ERCP and general surgery procedures are often performed in conjunction, such as how our patient was managed. There is one other case report describing a similar H. parainfluenzae bacteremia in a patient requiring ERCP, followed by open cholecystectomy (14). This 2010 report described a 68-year-old woman who developed a post-operative right paracolic H. parainfluenzae abscess; however, this patient had a full 5 weeks elapse between the initial ERCP and elective cholecystectomy.
This case is novel due to multiple risk factors for H. parainfluenzae bacteremia interacting in the same pediatric patient. While this doesn’t present an opportunity to isolate how, specifically, he developed hematogenous seeding, it does present several intriguing possibilities. ERCP involves the passage of a side-viewing endoscope through the oropharynx and into the duodenum, where further manipulation enables cannulation of the sphincter of Oddi. H. parainfluenzae’s residence in the oropharynx may have presented the opportunity for passage along the endoscope, through the esophagus, stomach, and duodenum, and into the bloodstream during sphincterotomy or ascension through the biliary tree (1,3,4). Indeed, H. parainfluenzae has been reported post-ERCP previously, and transit of oropharyngeal pathogens is implicated in other bacteremias associated with upper endoscopic procedures (20,33).
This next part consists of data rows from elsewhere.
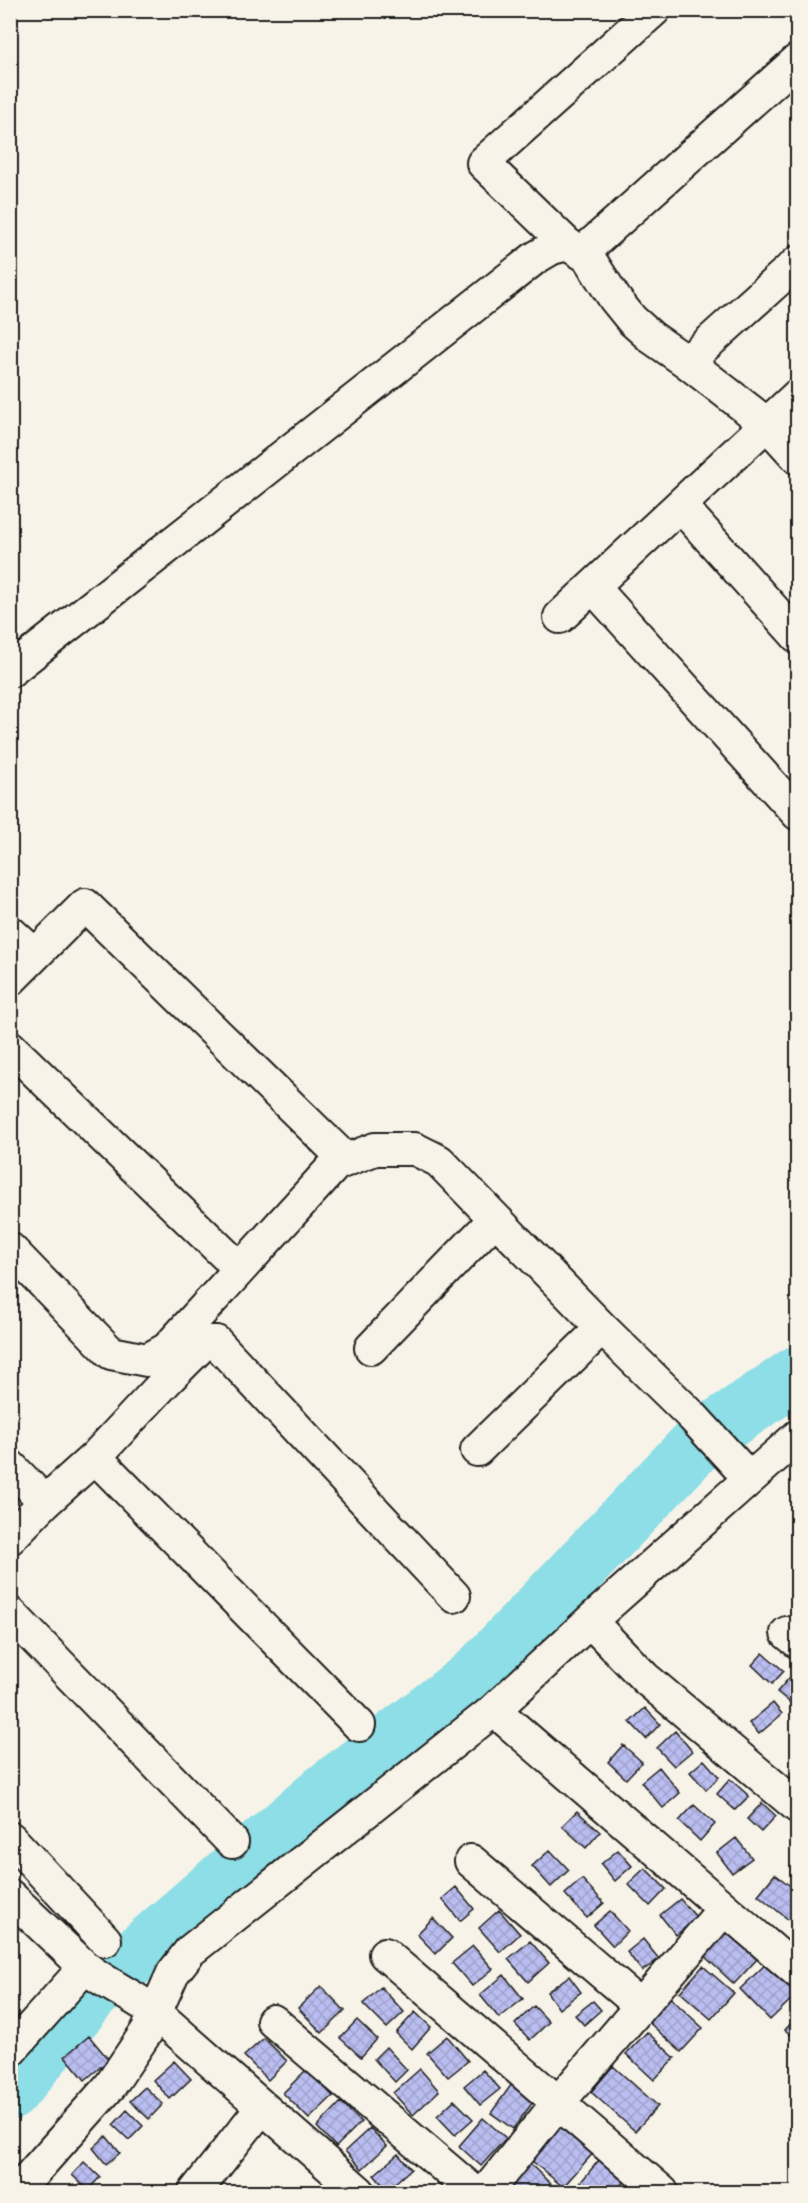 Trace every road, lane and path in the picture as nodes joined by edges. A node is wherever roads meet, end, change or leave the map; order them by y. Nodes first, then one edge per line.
1 (654, 10) edge
2 (798, 60) edge
3 (574, 248) junction
4 (798, 262) edge
5 (687, 362) junction
6 (798, 395) edge
7 (767, 424) junction
8 (798, 458) edge
9 (680, 505) junction
10 (592, 587) junction
11 (560, 617) dead end
12 (798, 637) edge
13 (10, 671) edge
14 (798, 814) edge
15 (10, 932) edge
16 (35, 955) junction
17 (10, 980) edge
18 (10, 1047) edge
19 (346, 1160) junction
20 (495, 1219) junction
21 (10, 1249) edge
22 (240, 1269) junction
23 (602, 1328) junction
24 (371, 1348) dead end
25 (798, 1436) edge
26 (477, 1450) dead end
27 (94, 1457) junction
28 (10, 1466) edge
29 (749, 1478) junction
30 (45, 1502) junction
31 (10, 1538) edge
32 (454, 1596) dead end
33 (10, 1613) edge
34 (590, 1621) junction
35 (494, 1710) junction
36 (359, 1725) dead end
37 (798, 1807) edge
38 (10, 1838) edge
39 (232, 1842) dead end
40 (471, 1861) dead end
41 (10, 1896) edge
42 (724, 1909) junction
43 (105, 1940) dead end
44 (385, 1954) dead end
45 (90, 1971) junction
46 (798, 1972) edge
47 (640, 2005) junction
48 (147, 2006) junction
49 (273, 2021) dead end
50 (10, 2051) edge
51 (557, 2104) junction
52 (262, 2107) junction
53 (16, 2193) edge
54 (195, 2193) edge
55 (359, 2193) edge
56 (474, 2193) edge
57 (486, 2193) edge
58 (662, 2193) edge

1 - 3 street
2 - 3 street
3 - 5 street
3 - 13 street
4 - 5 street
5 - 7 street
6 - 7 street
7 - 8 street
7 - 9 street
9 - 10 street
9 - 12 street
10 - 11 street
10 - 14 street
15 - 16 street
16 - 17 street
16 - 19 street
18 - 22 street
19 - 20 street
19 - 22 street
20 - 23 street
20 - 24 street
21 - 22 street
23 - 26 street
23 - 29 street
25 - 29 street
27 - 30 street
27 - 32 street
27 - 36 street
28 - 30 street
29 - 34 street
30 - 31 street
33 - 39 street
34 - 35 street
34 - 37 street
35 - 42 street
35 - 48 street
38 - 43 street
40 - 47 street
41 - 45 street
42 - 46 street
42 - 47 street
44 - 51 street
45 - 48 street
45 - 50 street
47 - 51 street
48 - 52 street
48 - 53 street
49 - 56 street
51 - 57 street
51 - 58 street
52 - 54 street
52 - 55 street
The patient’s abdominal surgery adds another potential source for infection. Patients have had H. parainfluenzae seed into the peritoneal cavities after appendectomy, cholecystectomy, peritoneal dialysis, and choledochojejunostomy (16,21–22,28–32). These cases suggest that H. parainfluenzae likely also resides within the gastrointestinal tract, and procedures involving manipulation of the gastrointestinal mucosa may offer an additional route of entry into the bloodstream or peritoneal cavity. Unfortunately, the nasopharyngeal swab done at the time of the blood culture did not test for H. parainfluenza specifically, underscoring the need for this pathogen to be considered in routine, oropharyngeal pathogen testing. We remain open to the possibility that this patient may have developed H. parainfluenzae bacteremia entirely spontaneously, as has been reported previously (21). However, the proximity of two high-risk procedures in this patient, ERCP and cholecystectomy, strongly implicates the cumulative role of these invasive gastrointestinal manipulations.
Conclusion
We present a case of a pediatric patient who developed H. parainfluenzae bacteremia after two back-to-back procedures involving abdominal manipulation. This case highlights the multiple possible pathophysiologies for development of H. parainfluenzae bacteremia and outlines risk factors, such as procedures involving manipulation of the gastrointestinal tract and endoscopic procedures involving passage through the oropharynx.
Haemophilus parainfluenzae is an uncommon cause of bacteremia, but its resident colonization in the human respiratory and gastrointestinal tracts increase its risk of hematogenous seeding. H. parafluenzae infection should be considered in any patient who presents with post-operative complications of ERCP or abdominal surgery. Emerging multidrug resistance warrants careful antibiotic sensitivity testing to help guide appropriate coverage.
Competing Interests:
The authors have nothing to disclose.
Ethics Approval:
N/A
Informed Consent:
N/A
Registry and the Registration No. of the Study/Trial:
N/A
Animal Studies:
N/A
Funding:
No funding was received for this work.
Peer Review:
This article has been peer reviewed.